There is definitely some logic elsewhere in the program, time to search for code that looks at RAM 0x2A and sets 0x2D. Given the nature of compiled C code this is a ridiculous task, there are branches and calls everywhere. I think an 8051 emulator might be the way to go here.

###########--CBF--###########

Another option is to try out sending packets like 0x00 and 0x01, see if anything happens. Need to know the baud rate for this. So, diving back into the datasheet, Timer1 is used to generate the UART clock:

UartBaudRate = 1/2 x T1_Overflow_Rate

T1_Overflow_Rate = T1CLK / ( 256 - TH1 )

Sysclk is configured with mov X00B2,#0C7H, internal oscillator enabled, SYSCLK derived from Internal Oscillator divided by 1, ie 24.5MHz

T1mode is set with mov tmod,#020H, Mode 2: 8-bit counter/timer with auto-reload as recommended for UART usage.

T1clk is configured with mov X008E,#018H to use sysclk with no divider

TH1 is set by mov th1,#0ECH.. Which is not in the table. WTF. Non standard baud rate? ok then.. ( 24500000 / ( 256 - 236 ) ) / 2 = 612,500 bps.

I guess the best way to test this out is another Silabs uC. I'll probably try that in the next log.

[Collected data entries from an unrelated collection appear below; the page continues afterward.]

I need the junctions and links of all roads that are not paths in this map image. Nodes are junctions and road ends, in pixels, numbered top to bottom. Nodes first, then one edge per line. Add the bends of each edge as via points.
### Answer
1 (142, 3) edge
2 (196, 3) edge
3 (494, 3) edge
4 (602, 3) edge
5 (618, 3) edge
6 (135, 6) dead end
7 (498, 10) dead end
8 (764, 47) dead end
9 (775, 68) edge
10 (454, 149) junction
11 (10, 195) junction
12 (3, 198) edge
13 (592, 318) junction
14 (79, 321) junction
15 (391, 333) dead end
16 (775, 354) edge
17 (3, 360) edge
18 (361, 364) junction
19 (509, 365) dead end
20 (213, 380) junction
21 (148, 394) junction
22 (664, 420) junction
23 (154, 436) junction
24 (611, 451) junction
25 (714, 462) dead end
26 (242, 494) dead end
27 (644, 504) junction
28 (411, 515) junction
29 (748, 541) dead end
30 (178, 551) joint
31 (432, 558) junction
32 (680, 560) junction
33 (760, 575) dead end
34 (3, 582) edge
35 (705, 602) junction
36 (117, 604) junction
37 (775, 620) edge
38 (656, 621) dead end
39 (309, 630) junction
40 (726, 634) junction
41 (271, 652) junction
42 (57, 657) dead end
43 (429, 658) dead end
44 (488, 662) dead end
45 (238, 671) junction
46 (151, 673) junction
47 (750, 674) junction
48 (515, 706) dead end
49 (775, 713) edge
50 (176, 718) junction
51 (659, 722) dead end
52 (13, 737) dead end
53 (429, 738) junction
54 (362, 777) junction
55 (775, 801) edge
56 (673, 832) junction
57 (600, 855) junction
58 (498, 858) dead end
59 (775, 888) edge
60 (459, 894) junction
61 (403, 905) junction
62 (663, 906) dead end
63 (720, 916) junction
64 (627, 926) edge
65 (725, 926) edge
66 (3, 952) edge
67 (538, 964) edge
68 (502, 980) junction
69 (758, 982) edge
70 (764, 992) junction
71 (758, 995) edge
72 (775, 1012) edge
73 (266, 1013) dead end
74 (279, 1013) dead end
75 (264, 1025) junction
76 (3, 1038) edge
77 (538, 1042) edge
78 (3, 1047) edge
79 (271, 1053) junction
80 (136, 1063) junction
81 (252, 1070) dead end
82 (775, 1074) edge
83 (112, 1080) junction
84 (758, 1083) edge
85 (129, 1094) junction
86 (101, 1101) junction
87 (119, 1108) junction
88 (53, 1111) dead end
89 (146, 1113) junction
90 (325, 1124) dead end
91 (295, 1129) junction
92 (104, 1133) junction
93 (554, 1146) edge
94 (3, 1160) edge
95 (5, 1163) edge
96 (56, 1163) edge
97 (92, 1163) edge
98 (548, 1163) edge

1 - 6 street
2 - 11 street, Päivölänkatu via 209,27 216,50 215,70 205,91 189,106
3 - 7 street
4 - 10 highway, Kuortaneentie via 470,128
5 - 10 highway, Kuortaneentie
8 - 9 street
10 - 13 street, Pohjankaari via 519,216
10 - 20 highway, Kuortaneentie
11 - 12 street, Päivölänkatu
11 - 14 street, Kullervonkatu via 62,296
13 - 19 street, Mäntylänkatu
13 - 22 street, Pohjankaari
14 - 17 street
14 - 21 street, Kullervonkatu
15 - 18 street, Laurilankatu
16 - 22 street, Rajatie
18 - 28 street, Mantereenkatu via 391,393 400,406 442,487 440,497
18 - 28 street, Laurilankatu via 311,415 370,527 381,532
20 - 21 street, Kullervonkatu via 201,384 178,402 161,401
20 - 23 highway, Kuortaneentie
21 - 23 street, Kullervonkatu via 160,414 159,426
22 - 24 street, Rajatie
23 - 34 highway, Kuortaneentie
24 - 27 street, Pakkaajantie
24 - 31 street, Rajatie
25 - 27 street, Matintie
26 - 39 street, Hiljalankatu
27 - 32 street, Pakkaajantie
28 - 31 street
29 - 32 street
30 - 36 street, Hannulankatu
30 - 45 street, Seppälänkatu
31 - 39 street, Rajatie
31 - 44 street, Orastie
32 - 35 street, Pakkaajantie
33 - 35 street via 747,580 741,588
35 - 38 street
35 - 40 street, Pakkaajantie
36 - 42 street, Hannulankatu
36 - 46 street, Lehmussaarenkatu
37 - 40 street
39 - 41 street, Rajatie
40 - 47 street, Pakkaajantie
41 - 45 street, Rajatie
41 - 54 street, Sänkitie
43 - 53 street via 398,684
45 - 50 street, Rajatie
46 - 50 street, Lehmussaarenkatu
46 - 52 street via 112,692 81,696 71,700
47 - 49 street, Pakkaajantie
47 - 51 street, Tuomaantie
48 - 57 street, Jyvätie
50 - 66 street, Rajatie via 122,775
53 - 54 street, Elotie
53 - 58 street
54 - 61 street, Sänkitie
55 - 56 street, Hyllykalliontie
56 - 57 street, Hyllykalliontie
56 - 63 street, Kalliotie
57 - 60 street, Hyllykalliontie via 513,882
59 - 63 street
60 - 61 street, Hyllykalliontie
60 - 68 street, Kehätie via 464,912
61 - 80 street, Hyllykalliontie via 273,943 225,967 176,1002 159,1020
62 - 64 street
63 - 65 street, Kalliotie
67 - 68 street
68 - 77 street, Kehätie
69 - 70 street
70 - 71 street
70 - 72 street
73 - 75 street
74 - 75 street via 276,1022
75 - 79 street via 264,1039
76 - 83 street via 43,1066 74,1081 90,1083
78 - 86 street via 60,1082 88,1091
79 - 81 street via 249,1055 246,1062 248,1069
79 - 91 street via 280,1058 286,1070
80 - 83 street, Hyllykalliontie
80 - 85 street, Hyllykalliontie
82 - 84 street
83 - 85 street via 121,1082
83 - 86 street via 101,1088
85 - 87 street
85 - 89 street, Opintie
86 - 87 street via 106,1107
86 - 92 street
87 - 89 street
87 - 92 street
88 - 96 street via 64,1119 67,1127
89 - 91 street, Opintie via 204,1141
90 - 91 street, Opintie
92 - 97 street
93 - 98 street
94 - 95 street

Did some probing of the BMS and tracing out of the isolated circuitry, I think I have figured out how the basic communication bus SHOULD work..

Looks like Tesla have powered down the uC and isolator chips to save energy when the car is turned off, they do this with a switch between the IC Vss/gnd and the TI BMS IC's Vss/gnd, looks like U5 and U5 are the switches. U2 appears to be a voltage regulator (judging by the heat it produces when powered on.)

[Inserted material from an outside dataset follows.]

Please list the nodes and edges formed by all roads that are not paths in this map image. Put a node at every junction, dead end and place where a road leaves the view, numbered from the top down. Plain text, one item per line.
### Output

They have an oscillator which enables the isolator IC periodically, if the bus side of the isolator is powered, pin 14 will be pulled low, this then enables the uC and isolator until the isolated bus is unpowered and pin 14 goes high impedance. When it poweres up, the uC flashes the onboard LED, but it doesn't send out any data, in fact it pulls the data line low..

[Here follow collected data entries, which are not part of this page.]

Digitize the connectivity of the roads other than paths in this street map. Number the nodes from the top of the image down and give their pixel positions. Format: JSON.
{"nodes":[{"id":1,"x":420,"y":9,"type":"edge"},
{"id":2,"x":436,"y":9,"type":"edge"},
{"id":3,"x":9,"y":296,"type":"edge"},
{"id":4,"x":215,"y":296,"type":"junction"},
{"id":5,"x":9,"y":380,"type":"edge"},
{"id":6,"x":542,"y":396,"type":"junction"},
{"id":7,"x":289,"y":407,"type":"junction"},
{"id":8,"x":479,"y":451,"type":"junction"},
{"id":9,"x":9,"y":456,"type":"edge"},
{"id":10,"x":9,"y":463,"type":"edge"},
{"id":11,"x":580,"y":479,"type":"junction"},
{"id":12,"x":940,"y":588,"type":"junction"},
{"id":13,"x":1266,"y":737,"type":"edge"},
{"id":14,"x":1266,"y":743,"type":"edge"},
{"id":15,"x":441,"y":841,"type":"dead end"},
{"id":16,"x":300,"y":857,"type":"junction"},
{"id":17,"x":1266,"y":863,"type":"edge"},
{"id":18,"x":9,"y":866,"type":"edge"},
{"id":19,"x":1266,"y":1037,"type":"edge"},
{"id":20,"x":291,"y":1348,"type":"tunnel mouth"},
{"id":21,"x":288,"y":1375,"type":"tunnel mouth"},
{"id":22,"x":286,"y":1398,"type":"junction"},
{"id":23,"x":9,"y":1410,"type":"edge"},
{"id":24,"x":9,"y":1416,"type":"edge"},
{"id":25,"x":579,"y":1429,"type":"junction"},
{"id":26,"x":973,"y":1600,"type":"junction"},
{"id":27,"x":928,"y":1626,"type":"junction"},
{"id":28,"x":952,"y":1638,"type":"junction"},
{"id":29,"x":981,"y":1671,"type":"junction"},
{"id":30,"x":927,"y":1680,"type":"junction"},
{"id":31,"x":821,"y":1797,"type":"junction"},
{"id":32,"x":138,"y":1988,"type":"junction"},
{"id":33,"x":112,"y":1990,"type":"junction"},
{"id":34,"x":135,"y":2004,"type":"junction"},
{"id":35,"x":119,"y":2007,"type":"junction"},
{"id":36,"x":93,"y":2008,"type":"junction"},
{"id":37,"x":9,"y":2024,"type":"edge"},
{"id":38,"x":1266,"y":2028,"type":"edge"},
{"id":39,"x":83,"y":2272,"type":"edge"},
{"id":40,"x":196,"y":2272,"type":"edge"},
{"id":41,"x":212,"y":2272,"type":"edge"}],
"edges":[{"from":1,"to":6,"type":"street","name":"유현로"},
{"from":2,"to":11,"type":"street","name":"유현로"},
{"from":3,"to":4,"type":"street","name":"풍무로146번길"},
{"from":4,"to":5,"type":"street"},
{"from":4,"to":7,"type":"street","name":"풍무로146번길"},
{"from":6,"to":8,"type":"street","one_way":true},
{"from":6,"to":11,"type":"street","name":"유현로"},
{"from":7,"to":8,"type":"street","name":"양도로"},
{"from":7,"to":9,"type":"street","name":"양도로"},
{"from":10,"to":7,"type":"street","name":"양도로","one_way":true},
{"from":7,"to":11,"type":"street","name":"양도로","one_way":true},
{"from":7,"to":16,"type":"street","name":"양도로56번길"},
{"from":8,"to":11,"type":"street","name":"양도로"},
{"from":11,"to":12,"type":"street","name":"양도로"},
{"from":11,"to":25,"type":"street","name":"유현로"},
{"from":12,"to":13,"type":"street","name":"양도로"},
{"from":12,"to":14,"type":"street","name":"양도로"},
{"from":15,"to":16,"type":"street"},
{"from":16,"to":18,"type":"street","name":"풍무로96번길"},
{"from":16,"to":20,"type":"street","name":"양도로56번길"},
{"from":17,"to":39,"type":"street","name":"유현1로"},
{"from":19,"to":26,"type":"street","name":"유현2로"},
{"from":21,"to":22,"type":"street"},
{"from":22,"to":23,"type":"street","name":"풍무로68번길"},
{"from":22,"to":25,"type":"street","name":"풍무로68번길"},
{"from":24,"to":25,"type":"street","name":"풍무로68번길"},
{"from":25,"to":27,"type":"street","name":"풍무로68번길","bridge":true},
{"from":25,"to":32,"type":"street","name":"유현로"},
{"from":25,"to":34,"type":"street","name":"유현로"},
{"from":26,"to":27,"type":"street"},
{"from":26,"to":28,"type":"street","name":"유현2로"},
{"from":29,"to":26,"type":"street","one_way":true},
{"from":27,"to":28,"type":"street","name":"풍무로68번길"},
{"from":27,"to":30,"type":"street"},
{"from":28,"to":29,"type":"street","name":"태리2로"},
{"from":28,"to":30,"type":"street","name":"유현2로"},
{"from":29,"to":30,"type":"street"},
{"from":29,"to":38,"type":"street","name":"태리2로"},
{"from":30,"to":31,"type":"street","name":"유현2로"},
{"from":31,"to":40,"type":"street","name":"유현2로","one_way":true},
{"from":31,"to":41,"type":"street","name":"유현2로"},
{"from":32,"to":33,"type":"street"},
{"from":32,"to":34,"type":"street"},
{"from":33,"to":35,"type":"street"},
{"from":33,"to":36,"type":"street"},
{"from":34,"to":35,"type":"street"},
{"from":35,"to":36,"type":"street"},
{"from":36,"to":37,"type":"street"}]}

Pin 17 of the uC is connected to an output channel of the isolator, pin 16 is connected to an input, these are UART TX/RX pins so it's a safe bet that some serial protocol is used to enable the board and read out data. and it's not just a simple

Unfortunately it's going to take a long time to brute force the serial baudrate and combination of bytes which makes data flow.. so this is a dead end unless I can get my hands on a working Tesla with it's pack ripped open to probe the bus.. Anyone?

Otherwise plan B is to write my own code to run on the Silabs uC and interface with the BMS IC.